Hace casi ya tres años, en enero de 2019, la explosión de una toma clandestina en el poblado de Tlahuelilpan, Hidalgo, cobró la vida de 137 personas, y muchas más con heridas permanentes y secuelas físicas y psicológicas. Esa que fue una de las peores tragedias relacionadas al robo de combustible, se dio en medio de la “estrategia” que el gobierno gobierno federal había emprendido para acabar con el huachicol y que también tuvo como eje la compra de 671 pipas para transportar cientos de miles de barriles de combustible vía terrestre, lo cual, por supuesto, ocasionó un desabasto únicamente comparable con los países que enfrentan guerras o desastres naturales catastróficos.

El 31 de octubre, en el municipio de San Pablo Xochimehuacán, Puebla, la explosión de una toma clandestina de gas estuvo a nada de convertirse en una nueva tragedia ocasionada por el robo de hidrocarburos, delito que (también) está fuera de control. Aun cuando el presidente afirmó en su informe del 1 de septiembre que “en el tiempo que llevamos en el gobierno se redujo el robo de combustibles en 95%”, el huachicol de todos los días, con sus víctimas y sus costos económicos, son una muestra irrefutable de la presencia generalizada de este delito.
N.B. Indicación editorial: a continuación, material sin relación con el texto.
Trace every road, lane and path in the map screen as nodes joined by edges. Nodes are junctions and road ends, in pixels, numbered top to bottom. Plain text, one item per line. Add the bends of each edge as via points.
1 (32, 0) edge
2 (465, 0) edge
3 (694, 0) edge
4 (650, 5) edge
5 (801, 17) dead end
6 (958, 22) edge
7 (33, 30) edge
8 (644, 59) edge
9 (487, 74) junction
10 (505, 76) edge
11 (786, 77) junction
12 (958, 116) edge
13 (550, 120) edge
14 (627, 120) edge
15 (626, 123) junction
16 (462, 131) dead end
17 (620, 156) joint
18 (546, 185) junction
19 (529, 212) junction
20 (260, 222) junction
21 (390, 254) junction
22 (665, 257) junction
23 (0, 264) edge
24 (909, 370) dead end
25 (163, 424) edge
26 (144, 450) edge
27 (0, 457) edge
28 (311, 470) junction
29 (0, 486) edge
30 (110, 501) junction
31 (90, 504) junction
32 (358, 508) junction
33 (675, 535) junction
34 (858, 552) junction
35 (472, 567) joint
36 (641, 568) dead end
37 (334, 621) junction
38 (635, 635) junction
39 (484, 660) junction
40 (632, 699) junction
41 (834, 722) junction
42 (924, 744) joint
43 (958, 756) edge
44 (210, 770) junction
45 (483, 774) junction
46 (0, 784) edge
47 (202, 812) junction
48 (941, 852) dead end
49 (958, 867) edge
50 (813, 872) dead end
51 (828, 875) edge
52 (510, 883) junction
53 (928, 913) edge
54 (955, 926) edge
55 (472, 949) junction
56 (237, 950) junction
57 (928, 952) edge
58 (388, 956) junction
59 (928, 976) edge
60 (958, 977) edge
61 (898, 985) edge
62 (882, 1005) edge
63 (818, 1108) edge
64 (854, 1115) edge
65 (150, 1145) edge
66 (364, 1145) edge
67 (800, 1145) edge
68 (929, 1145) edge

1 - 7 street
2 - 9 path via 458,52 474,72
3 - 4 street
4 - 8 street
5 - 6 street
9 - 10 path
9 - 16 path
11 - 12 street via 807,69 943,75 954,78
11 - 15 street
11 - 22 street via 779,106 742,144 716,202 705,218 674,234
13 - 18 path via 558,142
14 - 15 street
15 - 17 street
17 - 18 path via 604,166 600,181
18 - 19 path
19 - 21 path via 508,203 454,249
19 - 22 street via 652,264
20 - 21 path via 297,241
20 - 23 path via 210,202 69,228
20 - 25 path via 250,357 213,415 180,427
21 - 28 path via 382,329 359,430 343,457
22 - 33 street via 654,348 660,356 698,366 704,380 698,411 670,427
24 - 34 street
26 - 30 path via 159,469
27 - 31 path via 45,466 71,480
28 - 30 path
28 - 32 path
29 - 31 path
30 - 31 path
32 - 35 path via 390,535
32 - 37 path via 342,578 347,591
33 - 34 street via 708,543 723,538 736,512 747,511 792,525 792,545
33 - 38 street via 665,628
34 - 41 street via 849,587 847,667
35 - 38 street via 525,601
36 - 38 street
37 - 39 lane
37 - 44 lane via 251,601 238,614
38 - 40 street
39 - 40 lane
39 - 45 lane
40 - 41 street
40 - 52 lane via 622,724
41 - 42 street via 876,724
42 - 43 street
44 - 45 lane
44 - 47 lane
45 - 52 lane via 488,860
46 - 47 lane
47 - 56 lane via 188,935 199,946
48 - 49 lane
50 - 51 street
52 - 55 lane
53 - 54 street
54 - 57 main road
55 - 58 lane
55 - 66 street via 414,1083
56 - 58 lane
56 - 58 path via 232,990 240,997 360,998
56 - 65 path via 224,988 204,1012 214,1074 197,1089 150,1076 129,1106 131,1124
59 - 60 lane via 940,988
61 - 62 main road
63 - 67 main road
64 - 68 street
Mientras se dan cifras “alegres” en la materia, Petróleos Mexicanos (Pemex) informó que, desde el mes de julio, se han incrementado en 543% las tomas clandestinas en el país. Es ridículo imaginar que, ante un alza de esta naturaleza, el robo de combustible vaya a la baja y se haya prácticamente eliminado, como aseguró López Obrador. De acuerdo con el mismo reporte de Pemex, son al menos 5,289 las tomas irregulares que se encontraban abiertas alrededor del territorio nacional en el primer semestre de 2021, ubicadas principalmente en los estados de Hidalgo, Puebla, Estado de México y Guanajuato. En cuanto al costo económico del huachicol, se estima que cada año el Estado pierde alrededor de mil millones de dólares por concepto de robo de hidrocarburos, que en pesos mexicanos asciende a casi 20 mil millones, un 10% más de lo que recibirá la Fiscalía General de la República en su presupuesto para 2022.
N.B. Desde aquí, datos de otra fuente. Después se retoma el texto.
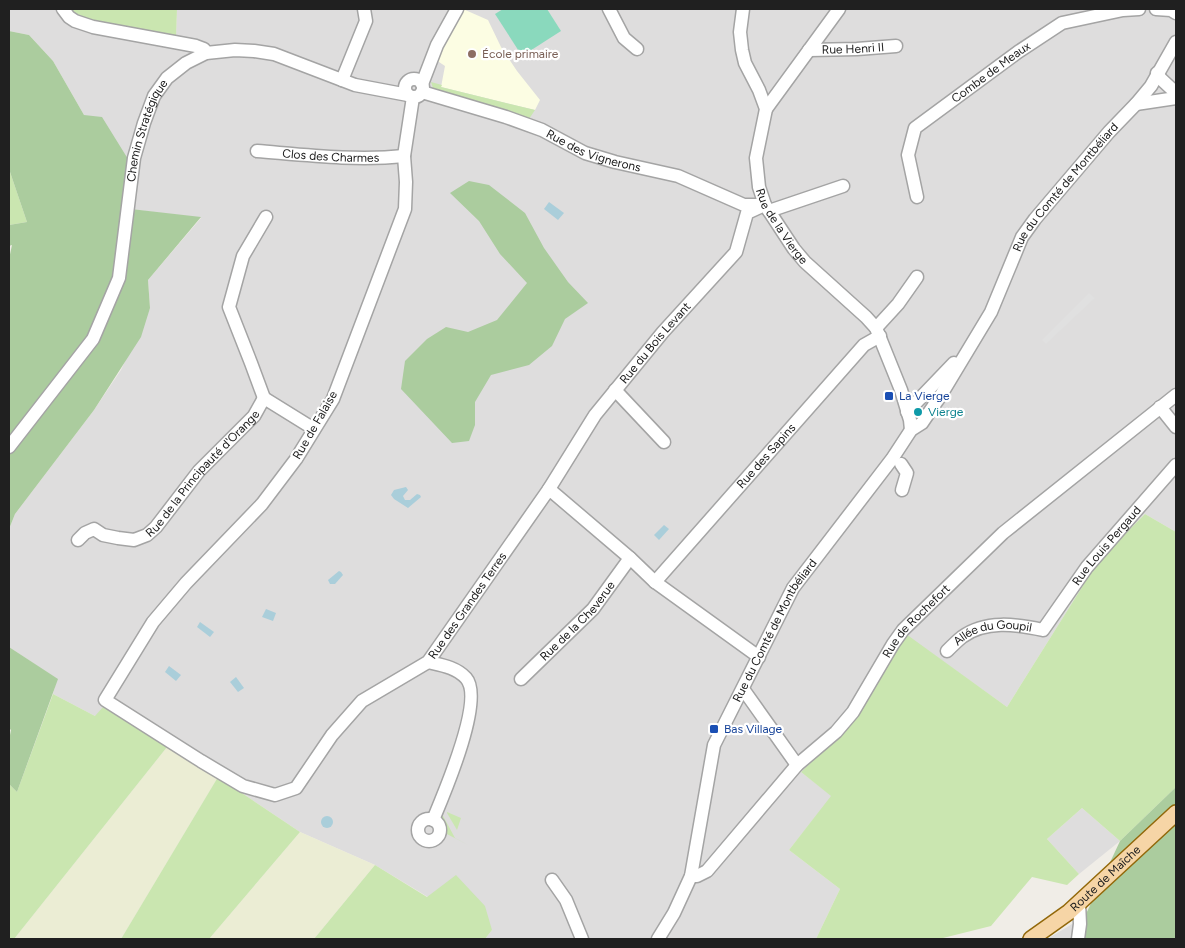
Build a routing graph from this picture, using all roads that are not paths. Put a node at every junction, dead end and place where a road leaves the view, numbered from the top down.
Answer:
1 (63, 9) edge
2 (364, 9) edge
3 (456, 9) edge
4 (609, 9) edge
5 (743, 9) edge
6 (839, 9) edge
7 (1139, 9) edge
8 (1156, 9) edge
9 (1176, 13) edge
10 (1176, 42) edge
11 (896, 46) dead end
12 (637, 49) dead end
13 (809, 50) junction
14 (206, 53) junction
15 (1158, 74) junction
16 (342, 80) junction
17 (413, 88) junction
18 (1176, 93) edge
19 (1176, 98) edge
20 (1136, 104) junction
21 (766, 109) junction
22 (257, 151) dead end
23 (404, 156) junction
24 (843, 186) dead end
25 (917, 197) dead end
26 (767, 208) junction
27 (266, 216) dead end
28 (917, 277) dead end
29 (878, 332) junction
30 (972, 345) junction
31 (615, 390) junction
32 (1176, 395) edge
33 (264, 398) junction
34 (1160, 407) junction
35 (907, 412) junction
36 (1176, 427) edge
37 (314, 429) junction
38 (911, 430) junction
39 (664, 442) dead end
40 (9, 446) edge
41 (901, 464) dead end
42 (1176, 465) edge
43 (549, 489) junction
44 (902, 490) dead end
45 (78, 540) dead end
46 (630, 558) junction
47 (655, 582) junction
48 (1042, 630) joint
49 (947, 651) dead end
50 (759, 657) junction
51 (428, 662) junction
52 (521, 680) dead end
53 (743, 689) junction
54 (105, 700) joint
55 (797, 764) junction
56 (1176, 813) edge
57 (433, 820) dead end
58 (691, 876) junction
59 (552, 880) dead end
60 (1079, 903) junction
61 (582, 939) edge
62 (658, 939) edge
63 (1031, 939) edge
64 (1078, 939) edge

1 - 14 street
2 - 16 street
3 - 17 street, Rue de Falaise
4 - 12 street
5 - 21 street
6 - 13 street, Rue Henri II
7 - 25 street, Combe de Meaux
8 - 9 street
10 - 15 street, Rue du Comté de Montbéliard
11 - 13 street, Rue Henri II
13 - 21 street, Rue Henri II
14 - 16 street, Chemin Stratégique
14 - 40 street, Chemin Stratégique
15 - 18 street
15 - 20 street, Rue du Comté de Montbéliard
16 - 17 street, Chemin Stratégique
17 - 23 street, Rue de Falaise
17 - 26 street, Rue des Vignerons
19 - 20 street
20 - 30 street, Rue du Comté de Montbéliard
21 - 26 street, Rue de la Vierge
22 - 23 street, Clos des Charmes
23 - 37 street, Rue de Falaise
24 - 26 street
26 - 29 street, Rue de la Vierge
26 - 31 street, Rue du Bois Levant
27 - 33 street
28 - 29 street, Rue des Sapins
29 - 35 street, Rue de la Vierge
29 - 47 street, Rue des Sapins
30 - 35 street, Rue du Comté de Montbéliard
30 - 38 street, Rue du Comté de Montbéliard
31 - 39 street
31 - 43 street, Rue du Bois Levant
32 - 34 street, Rue de Rochefort
33 - 37 street
33 - 45 street, Rue de la Principauté d'Orange
34 - 36 street
34 - 55 street, Rue de Rochefort
35 - 38 street
37 - 54 street, Rue de Falaise
38 - 50 street, Rue du Comté de Montbéliard
41 - 44 street
42 - 48 street, Rue Louis Pergaud
43 - 46 street
43 - 51 street, Rue des Grandes Terres
46 - 47 street
46 - 52 street, Rue de la Cheverue
47 - 50 street
48 - 49 street, Allée du Goupil
50 - 53 street, Rue du Comté de Montbéliard
51 - 54 street, Rue des Grandes Terres
51 - 57 street
53 - 55 street
53 - 58 street, Rue du Comté de Montbéliard
55 - 58 street, Rue de Rochefort
56 - 60 main road, Route de Maîche
58 - 62 street, Rue du Comté de Montbéliard
59 - 61 street
60 - 63 main road, Route de Maîche
60 - 64 street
Ante tal escenario, queda claro que el huachicol es una muestra más del fracaso presidencial por contener la inseguridad que enfrenta el país. El poder que han alcanzado los grupos delincuenciales en México rebasa por completo los endebles intentos por mantener el “control” de la seguridad. Además, por si faltara algo, este delito tan redituable para los cárteles no sería posible sin la ayuda de funcionarios corruptos que venden o filtran a los grupos criminales la ubicación exacta de las tomas, cuando, en teoría, dicha información debiera mantenerse reservada por ser un asunto de seguridad nacional. Se trata de un problema que combina la operación y control al interior de la empresa; y al exterior, nulas medidas disuasoras, además de programas sociales que no atienden el origen de los problemas de desigualdad y pobreza.

No existen atajos ni soluciones mágicas a un problema de tal magnitud. Se requiere de instituciones de seguridad y de justicia fuertes, que contemplen todos los eslabones de la cadena del mercado ilícito de combustibles, de otra forma, continuarán los incidentes lamentables y los actos de violencia extrema. Hoy, no se habla más de Tlahuelilpan: de la impunidad, de las víctimas, de los costos o del fracaso político e institucional que representó. El incidente de Puebla estuvo muy cerca de repetir las escalofriantes imágenes que dejó la tragedia de 2019. El huachicol de todos los días es una afrenta para la sociedad y para el país, ya que se prefiere mantener un mito por encima de la seguridad de la gente.